Elegant-Christmas-Table-Decoration-Ideas
Janet

Janet

Dinner at 6

Reading Time: 4 minutes

The long dining table had three leaves. There were seventeen chairs place around it’s perimeter,  leaving room for elbows and scooting in and out.

Silent Bob and I sat at one end. We knew half of the people. Half we didn’t know and the guests of honor, a pair of teachers at heart, sat in the middle. They’d traveled the globe. They had stories to tell.

The hostess, petite and blonde, pretty in red, made sure everything was as it should be for a party of this size and diversity. She’s gifted that way. Outwardly, there was little that bound us one to another. We were from different backgrounds, some transplants to Texas, some not. With one exception: we all claimed Christianity.

As we gained familiarity, the conversation livened.  Ice melting in the water glasses, conversations of ordinary things produced a temporary familiarity with our most immediate dinner partners.

It seemed everyone had one kind of reality show or another that they watched. Bit and pieces of conversation floated about the table, and whether for good or bad, it added to the picture that we each were drawing of those we knew at the table and those we didn’t.

All of use were white except for three. On our end and to Silent Bob’s left was the sole black man, in his early 50’s.  He was tall and lanky with the grace that said he’d moved comfortably on a basketball court in his earlier years.  His daughter sat to his left, her skin velvety brown, eyes clear and intelligent, she was slender and graceful. She’d written a book. When she smiled it lit up her face. The man’s wife sat to his daughter’s left. She was handsome, a bit tall herself. She was proud of her family.

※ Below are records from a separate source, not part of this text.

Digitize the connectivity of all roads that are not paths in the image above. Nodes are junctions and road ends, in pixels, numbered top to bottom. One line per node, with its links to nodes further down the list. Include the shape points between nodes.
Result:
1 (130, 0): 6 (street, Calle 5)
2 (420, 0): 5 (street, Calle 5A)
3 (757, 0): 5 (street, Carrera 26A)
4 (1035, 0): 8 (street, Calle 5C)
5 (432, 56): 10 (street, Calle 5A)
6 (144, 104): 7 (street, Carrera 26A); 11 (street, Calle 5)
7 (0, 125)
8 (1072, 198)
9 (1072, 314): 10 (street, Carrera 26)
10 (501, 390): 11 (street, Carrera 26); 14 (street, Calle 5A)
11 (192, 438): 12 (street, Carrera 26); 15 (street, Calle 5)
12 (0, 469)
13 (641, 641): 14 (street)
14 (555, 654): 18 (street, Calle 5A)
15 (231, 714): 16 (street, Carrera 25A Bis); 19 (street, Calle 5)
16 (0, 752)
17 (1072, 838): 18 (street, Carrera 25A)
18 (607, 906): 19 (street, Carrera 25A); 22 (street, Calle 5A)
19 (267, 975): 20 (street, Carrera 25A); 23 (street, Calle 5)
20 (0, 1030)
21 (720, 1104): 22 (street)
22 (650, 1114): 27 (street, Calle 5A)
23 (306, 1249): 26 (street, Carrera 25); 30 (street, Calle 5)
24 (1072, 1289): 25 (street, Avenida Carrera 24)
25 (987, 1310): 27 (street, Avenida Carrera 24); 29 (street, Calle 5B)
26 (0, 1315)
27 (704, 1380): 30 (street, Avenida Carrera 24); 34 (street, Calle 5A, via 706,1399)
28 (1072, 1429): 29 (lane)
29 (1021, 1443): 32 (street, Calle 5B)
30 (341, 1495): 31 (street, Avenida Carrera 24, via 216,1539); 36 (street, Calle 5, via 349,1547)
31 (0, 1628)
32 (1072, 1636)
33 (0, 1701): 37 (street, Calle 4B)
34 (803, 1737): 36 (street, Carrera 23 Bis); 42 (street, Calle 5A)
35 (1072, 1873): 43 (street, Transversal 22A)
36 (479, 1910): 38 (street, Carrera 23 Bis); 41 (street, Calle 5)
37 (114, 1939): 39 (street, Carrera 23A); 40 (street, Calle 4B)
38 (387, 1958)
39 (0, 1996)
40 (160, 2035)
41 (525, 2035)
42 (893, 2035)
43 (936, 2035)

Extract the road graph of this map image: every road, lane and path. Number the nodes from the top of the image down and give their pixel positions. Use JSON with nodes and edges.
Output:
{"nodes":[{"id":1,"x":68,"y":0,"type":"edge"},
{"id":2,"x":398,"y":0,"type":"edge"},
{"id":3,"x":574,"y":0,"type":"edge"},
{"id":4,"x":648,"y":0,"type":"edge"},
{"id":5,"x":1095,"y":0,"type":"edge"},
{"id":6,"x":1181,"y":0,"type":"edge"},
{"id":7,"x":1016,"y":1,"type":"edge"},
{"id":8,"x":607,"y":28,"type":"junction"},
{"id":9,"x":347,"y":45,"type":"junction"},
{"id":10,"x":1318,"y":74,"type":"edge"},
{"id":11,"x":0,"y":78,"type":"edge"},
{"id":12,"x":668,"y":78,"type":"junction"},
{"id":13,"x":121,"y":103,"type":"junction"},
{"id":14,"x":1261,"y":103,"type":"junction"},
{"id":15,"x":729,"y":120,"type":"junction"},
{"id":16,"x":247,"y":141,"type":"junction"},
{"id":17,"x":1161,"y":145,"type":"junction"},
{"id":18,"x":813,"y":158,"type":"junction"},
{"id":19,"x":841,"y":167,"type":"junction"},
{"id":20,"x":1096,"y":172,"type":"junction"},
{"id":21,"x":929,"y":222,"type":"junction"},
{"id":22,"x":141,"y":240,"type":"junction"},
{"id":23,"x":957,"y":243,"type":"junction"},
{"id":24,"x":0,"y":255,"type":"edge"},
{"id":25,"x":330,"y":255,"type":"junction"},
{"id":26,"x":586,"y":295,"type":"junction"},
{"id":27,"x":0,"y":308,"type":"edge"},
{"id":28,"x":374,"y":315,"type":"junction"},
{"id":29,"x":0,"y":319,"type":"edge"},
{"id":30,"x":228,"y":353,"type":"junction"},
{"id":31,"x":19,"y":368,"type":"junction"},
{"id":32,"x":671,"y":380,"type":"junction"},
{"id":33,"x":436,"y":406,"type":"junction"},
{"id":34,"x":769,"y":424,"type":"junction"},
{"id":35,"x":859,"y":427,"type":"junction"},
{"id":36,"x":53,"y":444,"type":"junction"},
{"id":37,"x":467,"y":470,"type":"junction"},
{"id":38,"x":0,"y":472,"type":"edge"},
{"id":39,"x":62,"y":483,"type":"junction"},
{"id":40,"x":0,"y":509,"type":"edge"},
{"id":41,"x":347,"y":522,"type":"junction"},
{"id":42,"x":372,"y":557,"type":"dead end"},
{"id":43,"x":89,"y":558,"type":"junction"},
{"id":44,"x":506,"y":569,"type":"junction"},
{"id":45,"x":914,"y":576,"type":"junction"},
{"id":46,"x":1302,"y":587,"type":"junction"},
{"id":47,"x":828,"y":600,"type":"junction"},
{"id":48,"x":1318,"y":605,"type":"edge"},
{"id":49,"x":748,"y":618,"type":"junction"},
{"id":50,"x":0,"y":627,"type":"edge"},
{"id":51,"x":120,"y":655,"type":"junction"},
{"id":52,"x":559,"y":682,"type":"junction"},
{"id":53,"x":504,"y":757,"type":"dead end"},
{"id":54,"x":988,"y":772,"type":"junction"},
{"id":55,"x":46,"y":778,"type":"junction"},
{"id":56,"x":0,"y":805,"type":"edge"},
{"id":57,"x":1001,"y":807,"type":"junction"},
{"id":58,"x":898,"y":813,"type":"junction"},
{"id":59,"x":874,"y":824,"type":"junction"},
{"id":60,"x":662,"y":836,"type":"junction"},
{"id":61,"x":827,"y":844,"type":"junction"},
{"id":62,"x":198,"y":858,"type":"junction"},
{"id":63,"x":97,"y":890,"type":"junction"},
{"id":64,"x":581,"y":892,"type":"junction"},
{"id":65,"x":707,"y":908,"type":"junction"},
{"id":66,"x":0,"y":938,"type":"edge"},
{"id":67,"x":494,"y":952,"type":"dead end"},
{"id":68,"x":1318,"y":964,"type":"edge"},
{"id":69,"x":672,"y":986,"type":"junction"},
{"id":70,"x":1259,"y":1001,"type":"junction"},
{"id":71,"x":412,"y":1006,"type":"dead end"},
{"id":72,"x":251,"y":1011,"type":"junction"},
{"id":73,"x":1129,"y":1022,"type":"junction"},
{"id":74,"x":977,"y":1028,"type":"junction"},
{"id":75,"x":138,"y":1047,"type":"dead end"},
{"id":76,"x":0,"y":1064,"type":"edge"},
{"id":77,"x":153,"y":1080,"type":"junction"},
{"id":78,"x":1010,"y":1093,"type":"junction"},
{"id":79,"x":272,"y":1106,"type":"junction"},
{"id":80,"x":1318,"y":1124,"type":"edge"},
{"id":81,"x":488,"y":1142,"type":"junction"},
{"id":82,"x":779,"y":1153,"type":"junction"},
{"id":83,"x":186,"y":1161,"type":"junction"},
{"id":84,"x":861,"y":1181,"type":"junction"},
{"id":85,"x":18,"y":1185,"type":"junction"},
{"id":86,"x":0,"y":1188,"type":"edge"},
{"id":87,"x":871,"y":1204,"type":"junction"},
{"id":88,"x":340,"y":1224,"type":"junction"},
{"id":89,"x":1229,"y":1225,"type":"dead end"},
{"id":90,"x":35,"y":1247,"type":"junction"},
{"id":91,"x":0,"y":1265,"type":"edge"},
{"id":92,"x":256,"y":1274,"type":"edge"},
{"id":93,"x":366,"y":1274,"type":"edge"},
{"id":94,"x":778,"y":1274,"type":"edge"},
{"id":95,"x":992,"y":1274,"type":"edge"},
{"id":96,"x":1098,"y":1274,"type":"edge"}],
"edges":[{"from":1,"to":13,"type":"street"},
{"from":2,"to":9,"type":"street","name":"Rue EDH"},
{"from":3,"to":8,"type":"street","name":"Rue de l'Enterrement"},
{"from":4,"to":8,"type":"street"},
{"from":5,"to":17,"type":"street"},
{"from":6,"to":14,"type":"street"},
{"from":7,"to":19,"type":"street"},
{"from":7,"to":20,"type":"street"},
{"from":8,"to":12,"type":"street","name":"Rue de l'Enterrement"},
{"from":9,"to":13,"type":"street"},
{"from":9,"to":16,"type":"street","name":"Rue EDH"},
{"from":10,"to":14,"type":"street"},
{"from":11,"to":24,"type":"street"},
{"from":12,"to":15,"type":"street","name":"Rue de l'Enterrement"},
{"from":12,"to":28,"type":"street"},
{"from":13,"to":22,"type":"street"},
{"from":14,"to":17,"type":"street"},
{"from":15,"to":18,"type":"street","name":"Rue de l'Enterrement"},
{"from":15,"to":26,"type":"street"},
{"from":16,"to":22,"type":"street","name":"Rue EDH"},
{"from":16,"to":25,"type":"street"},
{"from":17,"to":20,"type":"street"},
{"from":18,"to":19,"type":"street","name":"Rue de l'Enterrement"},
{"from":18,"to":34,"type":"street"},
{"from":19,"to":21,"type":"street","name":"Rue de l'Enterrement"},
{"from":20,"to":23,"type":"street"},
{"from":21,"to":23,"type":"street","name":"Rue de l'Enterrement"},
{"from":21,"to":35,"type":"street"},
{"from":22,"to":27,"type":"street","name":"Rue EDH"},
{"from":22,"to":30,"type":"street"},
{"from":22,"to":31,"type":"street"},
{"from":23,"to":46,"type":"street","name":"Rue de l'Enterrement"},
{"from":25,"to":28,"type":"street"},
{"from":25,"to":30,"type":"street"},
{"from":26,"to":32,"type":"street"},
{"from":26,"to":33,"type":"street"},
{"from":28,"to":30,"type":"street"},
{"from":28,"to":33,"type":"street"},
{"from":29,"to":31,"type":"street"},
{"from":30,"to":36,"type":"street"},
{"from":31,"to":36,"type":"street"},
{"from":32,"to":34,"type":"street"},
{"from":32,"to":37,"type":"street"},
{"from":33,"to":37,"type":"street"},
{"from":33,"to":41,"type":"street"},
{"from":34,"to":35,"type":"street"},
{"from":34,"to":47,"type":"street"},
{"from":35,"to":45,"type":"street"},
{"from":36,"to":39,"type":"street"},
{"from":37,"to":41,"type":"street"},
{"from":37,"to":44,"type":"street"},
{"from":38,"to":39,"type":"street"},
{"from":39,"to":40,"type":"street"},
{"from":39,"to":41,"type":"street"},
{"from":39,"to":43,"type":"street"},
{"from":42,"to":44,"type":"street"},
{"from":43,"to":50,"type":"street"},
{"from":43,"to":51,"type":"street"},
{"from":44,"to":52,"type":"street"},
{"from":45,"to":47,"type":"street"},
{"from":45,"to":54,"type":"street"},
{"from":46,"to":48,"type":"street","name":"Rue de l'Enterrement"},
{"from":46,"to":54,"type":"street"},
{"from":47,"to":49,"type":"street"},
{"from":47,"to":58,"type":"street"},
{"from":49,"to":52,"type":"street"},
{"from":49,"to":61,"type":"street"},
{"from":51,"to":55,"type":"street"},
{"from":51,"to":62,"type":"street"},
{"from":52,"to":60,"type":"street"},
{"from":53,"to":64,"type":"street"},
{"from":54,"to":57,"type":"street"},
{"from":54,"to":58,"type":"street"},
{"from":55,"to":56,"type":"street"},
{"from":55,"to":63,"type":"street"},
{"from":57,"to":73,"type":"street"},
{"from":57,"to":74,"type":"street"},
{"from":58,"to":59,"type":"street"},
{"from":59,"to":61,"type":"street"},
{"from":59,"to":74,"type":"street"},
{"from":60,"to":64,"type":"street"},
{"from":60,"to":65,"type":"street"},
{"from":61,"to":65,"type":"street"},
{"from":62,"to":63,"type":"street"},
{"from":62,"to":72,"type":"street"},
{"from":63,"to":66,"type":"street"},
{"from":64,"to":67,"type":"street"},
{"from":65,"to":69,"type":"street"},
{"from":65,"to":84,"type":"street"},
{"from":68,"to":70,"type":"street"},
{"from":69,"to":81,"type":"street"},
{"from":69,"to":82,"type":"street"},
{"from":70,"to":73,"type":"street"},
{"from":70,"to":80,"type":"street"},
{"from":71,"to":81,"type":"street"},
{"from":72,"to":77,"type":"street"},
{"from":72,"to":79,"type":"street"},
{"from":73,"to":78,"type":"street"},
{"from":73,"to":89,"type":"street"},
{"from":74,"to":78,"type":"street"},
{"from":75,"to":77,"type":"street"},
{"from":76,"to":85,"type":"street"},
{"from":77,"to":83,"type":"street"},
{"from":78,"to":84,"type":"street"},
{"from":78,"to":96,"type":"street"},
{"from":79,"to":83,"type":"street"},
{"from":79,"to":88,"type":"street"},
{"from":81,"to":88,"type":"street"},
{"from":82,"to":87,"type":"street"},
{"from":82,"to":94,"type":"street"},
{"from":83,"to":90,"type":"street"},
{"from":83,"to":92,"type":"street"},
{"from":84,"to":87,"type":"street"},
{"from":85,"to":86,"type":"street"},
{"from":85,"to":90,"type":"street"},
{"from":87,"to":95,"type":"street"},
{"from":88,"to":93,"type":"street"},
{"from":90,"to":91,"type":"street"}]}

The host, a man with a curious nature, gaining everyone’s attention, requested we go around the table and each person tell of an unusual event that had happened to them. I suspect he knew of a few captivating tales that could be shared, especially with regards to the teachers in the middle, and it would serve to engage us all irrespective of seated position along his table.  A few tales, humorous or curious were told and then the man to Bob’s left cleared his throat and volunteered.

“I’m from Chicago,” he started, and as his voice rolled quietly from one end of the table to the other, he explained the south side of Chicago during his youthful days, the days of Mayor Daly and the Chicago riots.

With only a very few words, none that were accusatory or angry, no tone of resentment, he described his view of whites from that time.

“After high school, I went to Stillwater, Oklamohoma for college,” he told us, to play basketball.

“I’d never been around white people, hardly any growing up,” he said, his eyes cast down a bit, his hands in front of him, fingers intertwined. Absentmindedly rubbing the tips against each other, he let the words come, remembering, as he tried to express himself to this group.

“I never knew that white people could be kind. There were a lot of good people in Stillwater.”

I’d like to tell you the exact words he said that let us know how difficult that was for him, to find out that not all white people were the way he had grown up being told, knowing, seeing, and fearing they were. I’d like to tell you the words that he used and how he said them that to him, a black man from Chicago playing basketball in Stillwater was a small miracle that only God could perform or desire.

Maybe he just said it like that.

“It was good thing,” he said, looking up, sincerity written in his face and playing along the peaceful, almost smile on his lips, looking from one white face to another.

His honesty hung in the air.

“That was a good thing that happened to me,” he said again.

His story over, others added theirs, the conversation flowing again to sillier topics, but the conviction of his testimony was long lasting.

I had to think about what he said. I thought about it all the way home.

Would I have had the courage, amidst reason to hold resentment or dislike, when finding out that the view I harbored had no merit in some places and circumstances, been able to say the words he did? With the people he did?

Closing my eyes, Silent Bob’s hand on mine as he drove, I remembered the prayer the host had uttered before we shared his table.

He asked the Holy Spirit to unite us; he must have said ‘in ways that defy man’s ability to expect’.

As he prayed, I claim no stirrings  pulling expectantly  at my heart. My heart had not ties to those I didn’t know.

Now I am, linked that is.

Now there are, strings attached to my heart.

I am better for another’s confession. I am hopeful’s because of another’s courage.

Amazing.

Elegant-Christmas-Table-Decoration-Ideas

 

 

 

 

 

 

 

 

 

3 Responses

  1. I’m stunned by your story. For some reason lately i’ve been reflecting on the year that students from scott were combined with our high school, that most of us had never been around blacks. only now realizing that they too had not been around so many whites. withtime we learned that they were no different except they had to ride a school bus alot further than us. much further. it made my heart sad. it makes my heart sad still. they were as lost and confused as we were. we were the better for it. i hope and pray they were too. then you write about it.

  2. Nice. A blow to our collective white egos to find there is as much resentment on one side as the other. I experienced it first hand on a telephone conference once. Everyone was black but me, and the people being interviewed didn’t know it. The things they said singed my eyebrows. >.<

  3. I thought the same Theresa, but I rode the bus with Bo Watson who never said a word to anyone & kept his head down to & from school. I’ve often thought what happened to him.